En Espagne, c’est la mort du dictateur Francisco Franco en 1975 qui provoque la fin de la dictature. Ce dernier pensait perpétuer son régime en désignant comme successeur le roi Juan Carlos. Mais Juan Carlos et son premier ministre Adolfo Suarez vont engager leur pays sur la voie de la démocratisation. En 1978 est adoptée, une nouvelle constitution.  L’Espagne devient alors une monarchie parlementaire. La jeune démocratie espagnole est alors ébranlée par le terrorisme basque et catalan mais surtout elle est menacée par une tentative de putsch militaire le 23 février 1981. Mais celle-ci échoue. Juan Carlos reste fidèle au processus démocratique engagé.

 

III L’élargissement de la CEE.

a)      Une volonté d’intégration.

Les nouveaux Etats démocratiques affichent très rapidement leur volonté d’intégrer la CEE en cours de construction. Dès 1975 la Grèce dépose sa candidature. Mais les réticences sont fortes parmi les pays membre de la CEE. On s’inquiète du retard économique de ces pays ou de la déstabilisation géopolitique dans le cas de la Grèce.

 

b)      Les étapes d’une intégration

Finalement, la Grèce intègre la CEE dès 1981. L’Espagne et le Portugal suivent en 1986. En 1986, l’Europe des douze signe l’Acte unique qui permet la mise en place d’un marché unique.

 

c)      Un facteur de développement en Europe du Sud

L’intégration économique de ces pays d’Europe du Sud s’avère complexe mais des aides importantes sont consenties par la CEE pour consolider ces jeunes démocraties. Elles connaissent un développement rapide dont on oublie parfois la rapidité compte tenu des difficultés rencontrées dans les années 2000. Cette croissance s’explique certes par les aides européennes dont ces pays ont bénéficié largement mais aussi par la volonté politique des gouvernements d’Andréa Papandreou (PASOK), Mario Souares (PSD) ou de Felipe Gonzalez (PSOE) En Espagne, la Movida, la coupe du monde de 1982 ou les Jeux Olympiques de 1992 à  Barcelone sont le reflet du dynamisme de la société civile espagnole.

 

Conclusion : La persistance de régimes autoritaires en Europe occidentale dans les années 70 s’explique par le contexte de la guerre froide qui permet de tolérer des dictatures dans le bloc de l’ouest au nom de la lutte contre l’expansion de l’influence communiste.

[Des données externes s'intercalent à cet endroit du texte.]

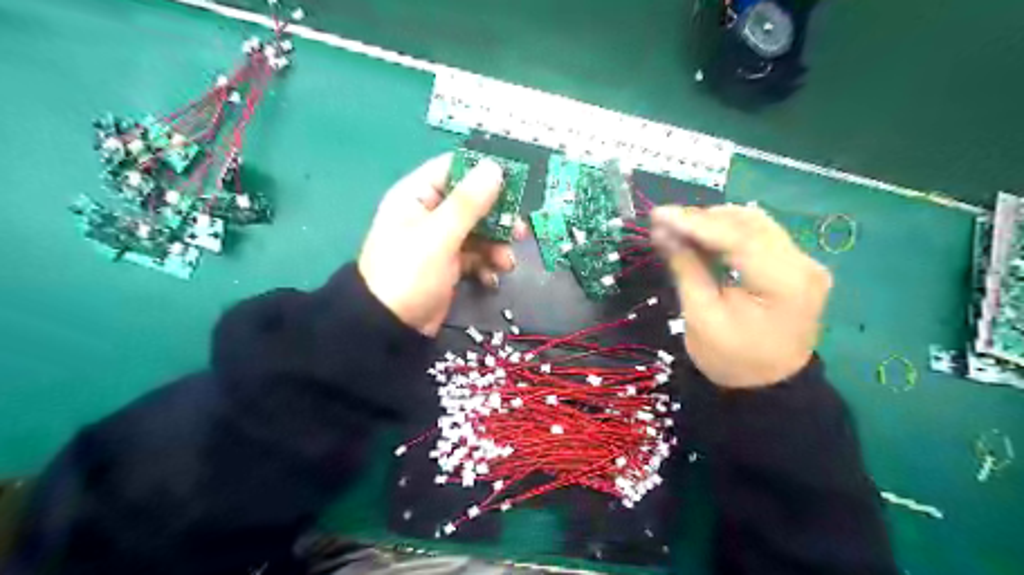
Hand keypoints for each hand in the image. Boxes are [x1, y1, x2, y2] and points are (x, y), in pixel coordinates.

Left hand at [356, 154, 521, 337]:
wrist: (391, 328)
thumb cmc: (409, 273)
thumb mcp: (439, 236)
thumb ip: (468, 203)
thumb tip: (494, 167)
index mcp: (417, 196)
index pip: (454, 169)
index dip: (484, 172)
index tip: (516, 181)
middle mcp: (429, 213)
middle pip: (472, 203)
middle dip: (498, 218)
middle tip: (520, 231)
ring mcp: (440, 241)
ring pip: (479, 231)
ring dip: (496, 246)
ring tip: (506, 263)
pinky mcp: (449, 265)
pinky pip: (475, 256)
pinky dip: (486, 265)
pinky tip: (491, 279)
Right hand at [655, 204, 830, 389]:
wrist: (768, 388)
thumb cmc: (731, 359)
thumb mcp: (701, 315)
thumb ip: (686, 267)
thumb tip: (663, 231)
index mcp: (784, 283)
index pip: (738, 238)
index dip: (695, 223)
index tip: (659, 215)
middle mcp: (803, 265)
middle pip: (750, 224)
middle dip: (704, 219)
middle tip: (664, 222)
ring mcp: (805, 264)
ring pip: (756, 225)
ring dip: (715, 222)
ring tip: (678, 227)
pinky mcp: (797, 267)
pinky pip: (760, 238)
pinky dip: (729, 234)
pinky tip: (703, 236)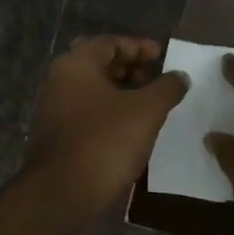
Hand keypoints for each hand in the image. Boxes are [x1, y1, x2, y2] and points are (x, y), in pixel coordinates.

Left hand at [26, 36, 188, 212]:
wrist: (63, 192)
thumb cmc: (106, 141)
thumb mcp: (147, 110)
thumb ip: (167, 88)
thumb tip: (180, 76)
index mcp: (76, 64)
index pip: (110, 42)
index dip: (139, 47)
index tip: (163, 57)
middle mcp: (59, 81)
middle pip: (99, 65)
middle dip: (131, 70)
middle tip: (157, 81)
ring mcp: (53, 110)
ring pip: (93, 91)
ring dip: (122, 93)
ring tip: (149, 107)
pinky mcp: (56, 136)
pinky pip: (87, 113)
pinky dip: (109, 113)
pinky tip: (130, 129)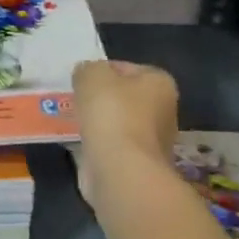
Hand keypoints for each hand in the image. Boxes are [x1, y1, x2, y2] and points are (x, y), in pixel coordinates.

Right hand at [72, 59, 180, 205]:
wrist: (120, 170)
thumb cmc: (112, 112)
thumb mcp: (91, 74)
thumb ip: (88, 69)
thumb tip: (86, 76)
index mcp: (160, 83)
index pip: (127, 68)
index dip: (102, 70)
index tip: (83, 80)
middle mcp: (164, 112)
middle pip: (125, 98)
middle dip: (102, 99)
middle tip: (76, 99)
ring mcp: (153, 143)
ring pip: (118, 124)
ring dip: (98, 123)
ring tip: (74, 121)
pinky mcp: (138, 166)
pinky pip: (112, 147)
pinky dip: (97, 145)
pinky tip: (79, 143)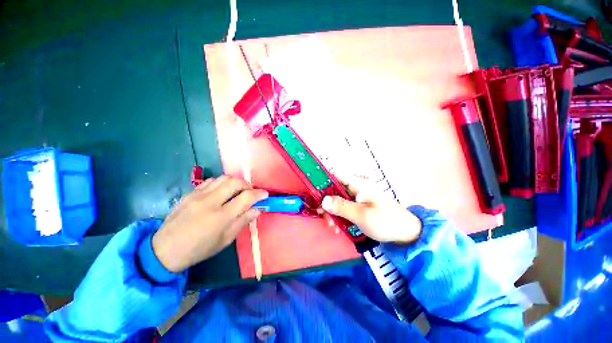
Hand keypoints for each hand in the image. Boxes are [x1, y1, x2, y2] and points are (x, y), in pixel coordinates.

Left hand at [152, 175, 267, 272]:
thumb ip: (243, 221)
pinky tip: (222, 191)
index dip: (259, 194)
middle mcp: (211, 202)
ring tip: (238, 190)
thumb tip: (257, 209)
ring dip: (235, 182)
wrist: (165, 250)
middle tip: (251, 192)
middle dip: (248, 185)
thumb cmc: (199, 249)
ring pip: (224, 178)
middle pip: (236, 182)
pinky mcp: (190, 193)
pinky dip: (221, 183)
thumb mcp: (225, 240)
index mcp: (221, 217)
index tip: (265, 194)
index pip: (246, 197)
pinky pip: (210, 181)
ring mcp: (198, 195)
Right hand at [321, 173, 421, 243]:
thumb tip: (323, 200)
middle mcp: (356, 187)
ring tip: (333, 227)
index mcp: (359, 184)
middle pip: (334, 189)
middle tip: (323, 217)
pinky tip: (338, 228)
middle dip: (327, 203)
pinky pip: (344, 207)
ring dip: (332, 212)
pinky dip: (339, 216)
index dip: (323, 180)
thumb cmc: (386, 222)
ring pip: (337, 200)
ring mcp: (357, 197)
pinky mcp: (358, 205)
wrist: (406, 234)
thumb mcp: (362, 215)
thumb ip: (341, 206)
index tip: (315, 194)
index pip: (336, 174)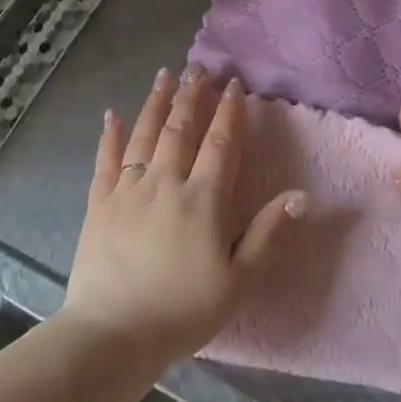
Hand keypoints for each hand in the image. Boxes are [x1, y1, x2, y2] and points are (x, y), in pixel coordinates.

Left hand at [63, 65, 304, 364]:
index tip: (233, 84)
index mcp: (203, 199)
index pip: (220, 143)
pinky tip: (111, 115)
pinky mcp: (99, 204)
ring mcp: (128, 190)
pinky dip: (109, 135)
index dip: (229, 111)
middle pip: (180, 129)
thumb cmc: (184, 310)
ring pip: (143, 135)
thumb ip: (268, 233)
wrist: (113, 333)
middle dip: (192, 96)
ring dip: (155, 103)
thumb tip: (301, 195)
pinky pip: (105, 161)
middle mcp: (165, 183)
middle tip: (198, 68)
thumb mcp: (239, 280)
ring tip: (164, 76)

Fragilisées de l’intérieur et de l’extérieur, ces régimes finissent par chuter entre 1973 et 1975. En adhérant à la CEE, ces pays s’inscrivent pleinement dans le modèle de la démocratie libérale à économie de marché tempérée par le niveau de protection social assuré par l’Etat-providence

 

Transition démocratique : processus politique caractérisé par le passage progressif d’un régime autoritaire à un régime démocratique.

 

https://enseignants.lumni.fr/fiche-media/00000001398/l-entree-de-la-grece-dans-la-communaute-economique-europeenne.html

https://www.lumni.fr/video/lespagne-de-la-dictature-a-la-democratie

https://www.youtube.com/watch?v=cY6q1IG1Z8s

https://www.youtube.com/watch?v=icvHP2noOdc

https://www.youtube.com/watch?v=RwHo6cqAvX4

 

 

 

 

Les évènements de Polytechnique débutent le 14 novembre 1973, lorsque les étudiants décident l’occupation de l’université et mettent en place une radio émettant clandestinement. Les mots d’ordre sont, entre autres, « pain, éducation, liberté », « mort au fascisme», « Etats-Unis et Otan dehors »,  alors que les étudiants adressent cet appel radio à la population : « Ici Polytechnique ! Peuple de Grèce, Polytechnique est le porte-drapeau de notre combat, de votre combat, de notre combat commun contre la dictature et pour la démocratie ».